Infrared cameras play an important role in the surveillance, law enforcement and military applications. Infrared cameras provide thermal images of objects in a thermal scene without illumination. Infrared cameras contain infrared (IR) sensors or focal plane array (FPA), which should be cooled to function properly. In some applications, infrared sensors are cooled to cryogenic temperature range. For these applications, a Stirling Cycle Rotary Cooling Engines are used to provide the cooling power.
Conventional Stirling engines generally have a compressor and an expander connected to a crank mechanism driven by an electrical motor. The compressor, also known as a pressure wave generator, is attached to the warm end of the expander and delivers acoustic power (compressor PV work) into the expander warm end inlet. Compressor PV work is the integration of the pressure-volume curve over one thermodynamic cycle or one complete revolution of the crank shaft. Compressor PV work has a unit of energy, and when derived over time, it is defined as acoustic power. The expander recovers this work at the cold end by causing the gas to expand and thus absorb heat from external power source such as an IR sensor. The gas expansion is achieved mechanically by placing the expander piston and compression piston at 90° mechanical phase to each other relative to the crank shaft. A working fluid, typically a noble gas, is compressed at the warm end and is expanded at the cold end. At the distal tip of the expander coldwell, when the expander piston is being pulled backward to iso-thermally expand the working gas, heat is absorbed from the load and very low temperatures are achieved due to efficient thermal isolation between the warm and cold end of the expander unit. Temperature can reach down to the cryogenic range, e.g., about 77° K. The IR sensor or FPA is attached to the coldwell to be cooled. A conventional Stirling engine is described in U.S. Pat. Nos. 7,555,908 and 7,587,896 and references cited therein, which are incorporated herein by reference in their entireties.

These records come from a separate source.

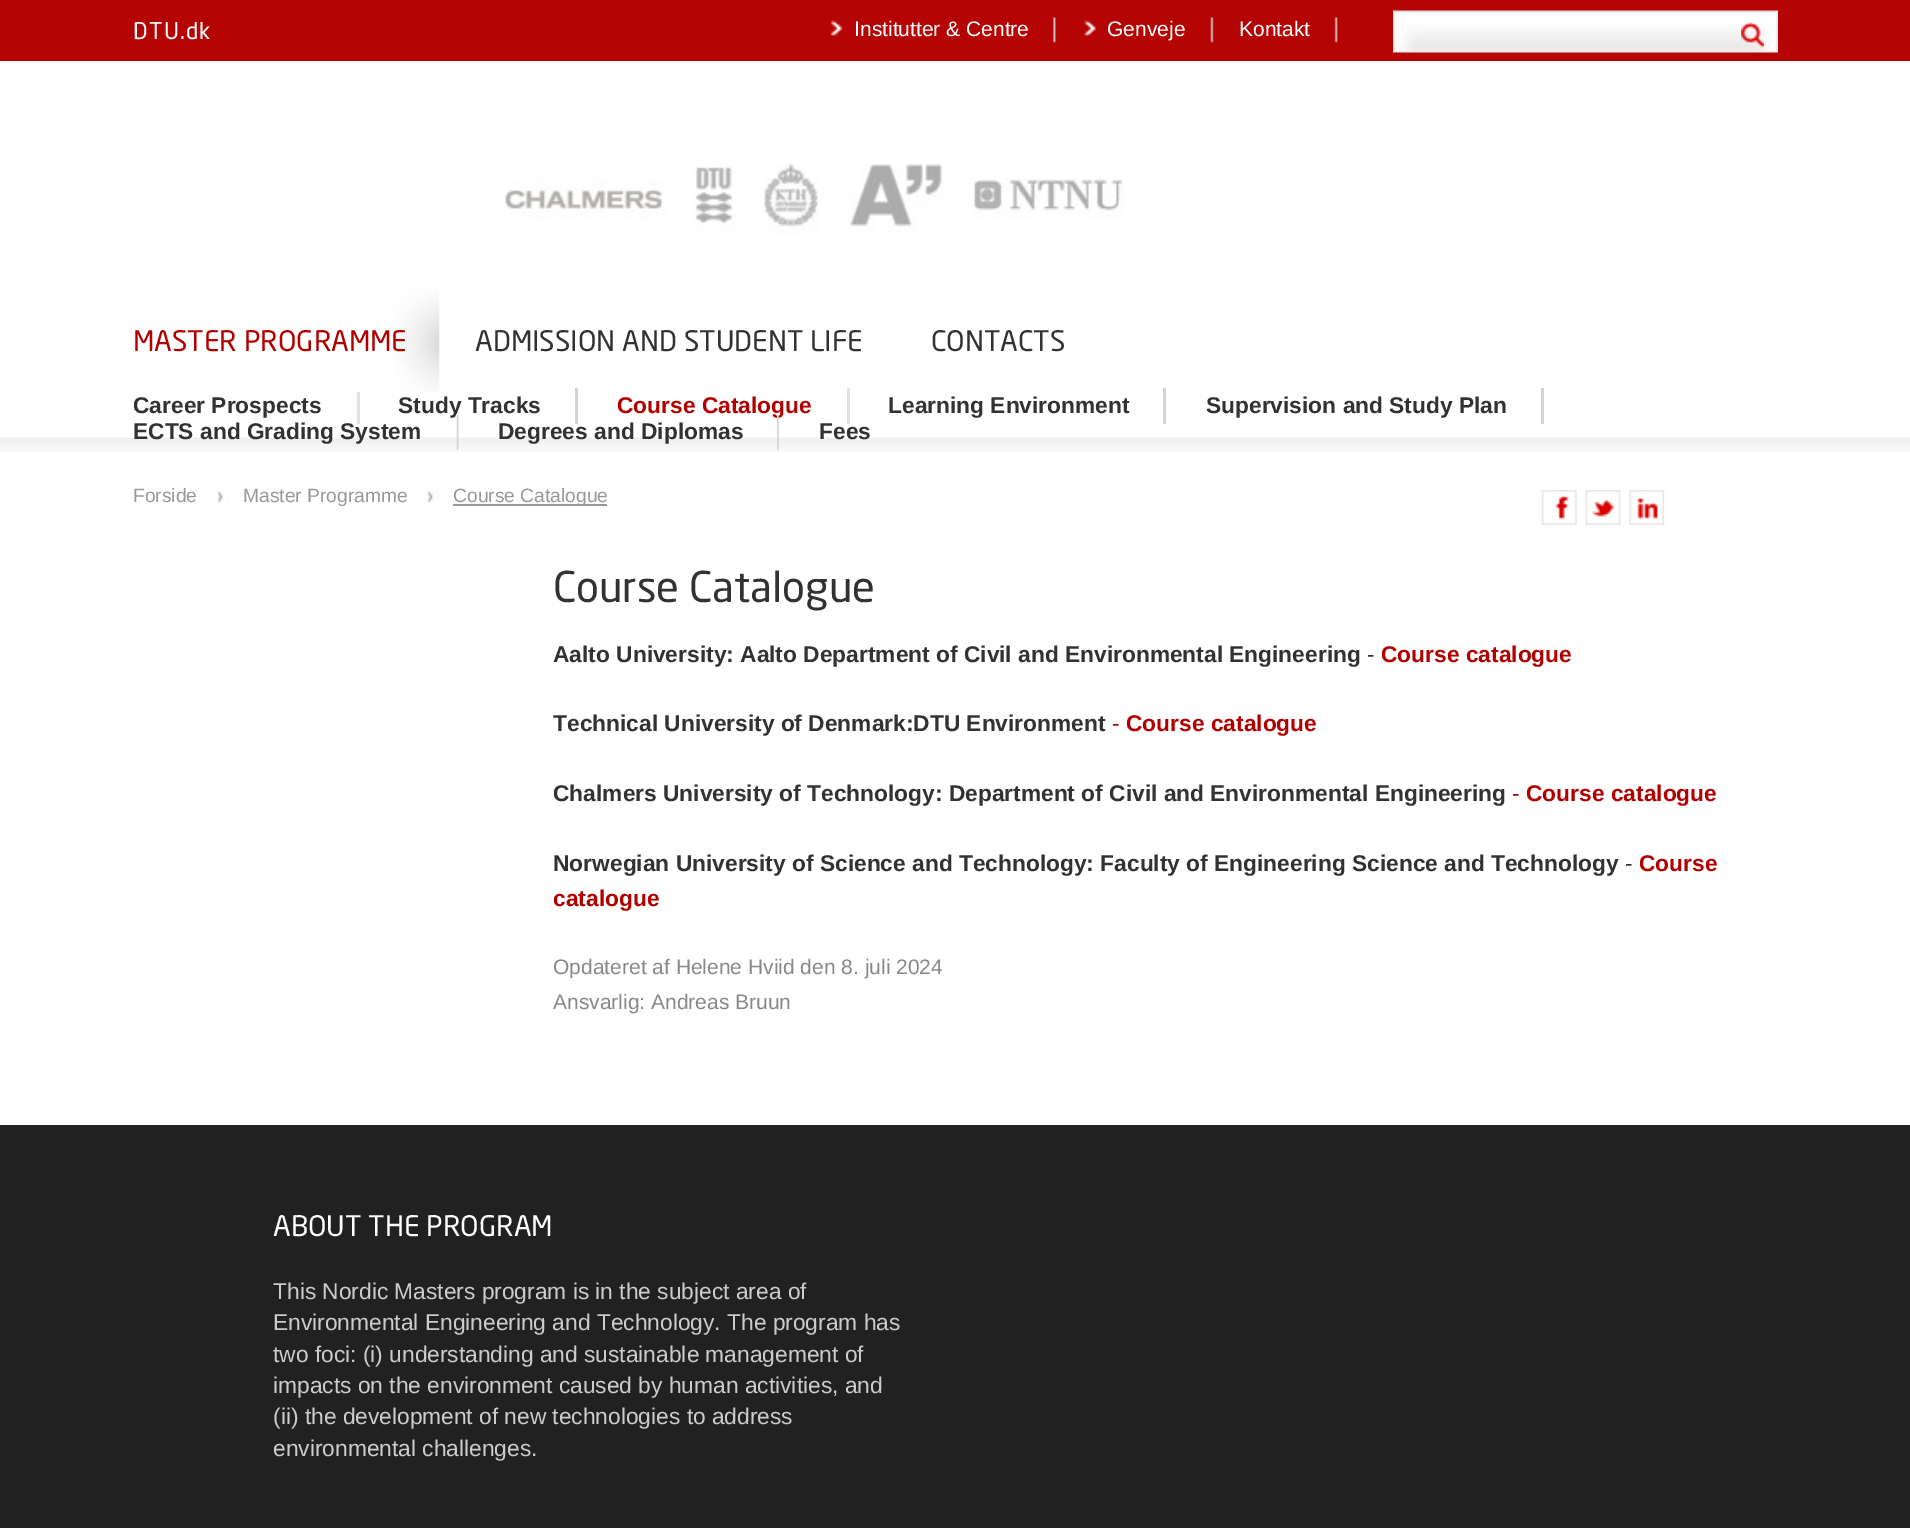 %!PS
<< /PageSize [1910 1528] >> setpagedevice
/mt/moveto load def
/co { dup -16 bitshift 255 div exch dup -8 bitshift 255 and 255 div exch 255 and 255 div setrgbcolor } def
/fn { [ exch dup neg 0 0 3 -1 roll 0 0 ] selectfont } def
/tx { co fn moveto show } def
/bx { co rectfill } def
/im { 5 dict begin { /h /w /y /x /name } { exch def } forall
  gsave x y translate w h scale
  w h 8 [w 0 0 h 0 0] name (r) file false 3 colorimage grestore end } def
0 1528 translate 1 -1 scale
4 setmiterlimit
0 0 1910 1528 16#FFFFFF bx
0 0 1910 61 16#B50404 bx
(media/1.raw) 830 20 13 16 im
(media/2.raw) 1053 17 3 26 im
(media/3.raw) 1084 20 12 16 im
(media/4.raw) 1210 17 4 26 im
(media/5.raw) 1334 17 4 26 im
(media/6.raw) 1393 10 385 43 im
(media/7.raw) 1741 22 23 26 im
(media/8.raw) 504 164 621 70 im
357 388 3 36 16#E0E1E2 bx
(media/9.raw) 357 287 83 105 im
(media/10.raw) 0 437 1910 15 im
575 388 3 36 16#D2D3D5 bx
847 388 3 36 16#E0E1E2 bx
1163 388 3 36 16#D2D3D5 bx
1541 388 3 36 16#D2D3D5 bx
(media/13.raw) 217 490 12 13 im
(media/13.raw) 427 490 12 13 im
453 504 154 2 16#999999 bx
(media/14.raw) 1541 490 36 35 im
(media/15.raw) 1585 490 36 35 im
(media/16.raw) 1629 490 36 35 im
0 1125 1910 403 16#212121 bx
/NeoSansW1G-Regular 22.75 fn
16#FFFFFF co
133 39 mt 1.25 0 (DTU.dk) ashow
(Institutter & Centre) 854 36 /LiberationSans-Regular 21 16#FFFFFF tx
(Genveje) 1107 36 /LiberationSans-Regular 21 16#FFFFFF tx
(Kontakt) 1239 36 /LiberationSans-Regular 21 16#FFFFFF tx
(MASTER PROGRAMME) 133 351 /NeoSansW1G-Regular 28 16#B20000 tx
(ADMISSION AND STUDENT LIFE) 475 351 /NeoSansW1G-Regular 28 16#323232 tx
(CONTACTS) 931 351 /NeoSansW1G-Regular 28 16#323232 tx
(Career Prospects) 133 413 /LiberationSans-Bold 22.75 16#323232 tx
(Study Tracks) 398 413 /LiberationSans-Bold 22.75 16#323232 tx
(Course Catalogue) 617 413 /LiberationSans-Bold 22.75 16#B20000 tx
(Learning Environment) 888 413 /LiberationSans-Bold 22.75 16#323232 tx
(Supervision and Study Plan) 1206 413 /LiberationSans-Bold 22.75 16#323232 tx
(ECTS and Grading System) 133 439 /LiberationSans-Bold 22.75 16#323232 tx
(media/11.raw) 456 414 3 37 im
(Degrees and Diplomas) 498 439 /LiberationSans-Bold 22.75 16#323232 tx
(media/12.raw) 777 414 3 37 im
(Fees) 819 439 /LiberationSans-Bold 22.75 16#323232 tx
(Forside) 133 502 /LiberationSans-Regular 19.25 16#999999 tx
(Master Programme) 243 502 /LiberationSans-Regular 19.25 16#999999 tx
(Course Catalogue) 453 502 /LiberationSans-Regular 19.25 16#999999 tx
(Course Catalogue) 553 602 /NeoSansW1G-Regular 42 16#323232 tx
(Aalto University: Aalto Department of Civil and Environmental Engineering) 553 662 /LiberationSans-Bold 22.75 16#323232 tx
(-) 1367 662 /LiberationSans-Regular 22.75 16#323232 tx
(Course catalogue) 1381 662 /LiberationSans-Bold 22.75 16#B20000 tx
(Technical University of Denmark:DTU Environment) 553 731 /LiberationSans-Bold 22.75 16#323232 tx
(-) 1112 731 /LiberationSans-Regular 22.75 16#B20000 tx
(Course catalogue) 1126 731 /LiberationSans-Bold 22.75 16#B20000 tx
(Chalmers University of Technology: Department of Civil and Environmental Engineering) 553 801 /LiberationSans-Bold 22.75 16#323232 tx
(-) 1512 801 /LiberationSans-Regular 22.75 16#B20000 tx
(Course catalogue) 1526 801 /LiberationSans-Bold 22.75 16#B20000 tx
(Norwegian University of Science and Technology: Faculty of Engineering Science and Technology) 553 871 /LiberationSans-Bold 22.75 16#323232 tx
(-) 1625 871 /LiberationSans-Regular 22.75 16#323232 tx
(Course) 1639 871 /LiberationSans-Bold 22.75 16#B20000 tx
(catalogue) 553 906 /LiberationSans-Bold 22.75 16#B20000 tx
(Opdateret af Helene Hviid den 8. juli 2024) 553 974 /LiberationSans-Regular 21 16#888888 tx
(Ansvarlig: Andreas Bruun) 553 1009 /LiberationSans-Regular 21 16#888888 tx
(ABOUT THE PROGRAM) 273 1236 /NeoSansW1G-Regular 28 16#FFFFFF tx
(This Nordic Masters program is in the subject area of) 273 1299 /LiberationSans-Regular 22.75 16#CCCCCC tx
(Environmental Engineering and Technology. The program has) 273 1330 /LiberationSans-Regular 22.75 16#CCCCCC tx
(two foci: \(i\) understanding and sustainable management of) 273 1362 /LiberationSans-Regular 22.75 16#CCCCCC tx
(impacts on the environment caused by human activities, and) 273 1393 /LiberationSans-Regular 22.75 16#CCCCCC tx
(\(ii\) the development of new technologies to address) 273 1424 /LiberationSans-Regular 22.75 16#CCCCCC tx
(environmental challenges.) 273 1456 /LiberationSans-Regular 22.75 16#CCCCCC tx
showpage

In the field, infrared cameras are often mounted on law enforcement and military vehicles, including helicopter, drones, naval vessels, military all-terrain vehicles, etc. These vehicles often experience shocks, such as recoils from a discharging weapon. For example, recoils from cannon fires can send damaging vibrations to equipments installed in the vicinity. These vibrations can damage the expander in the Stirling engine, and more specifically the weld between the cold finger and the Dewar body, which can cause the loss of vacuum within the Dewar. This load can also apply a bending stress on the cold finger, which can cause a displacement of the IR sensor or the FPA, which is mounted on the distal end of the cold finger. The vibrations can also break the wires that connect the IR sensor to the central processing unit.
Hence, there remains a need for rugged integrated IR detector and cooler assembly that can withstand damaging vibrations encountered in the field.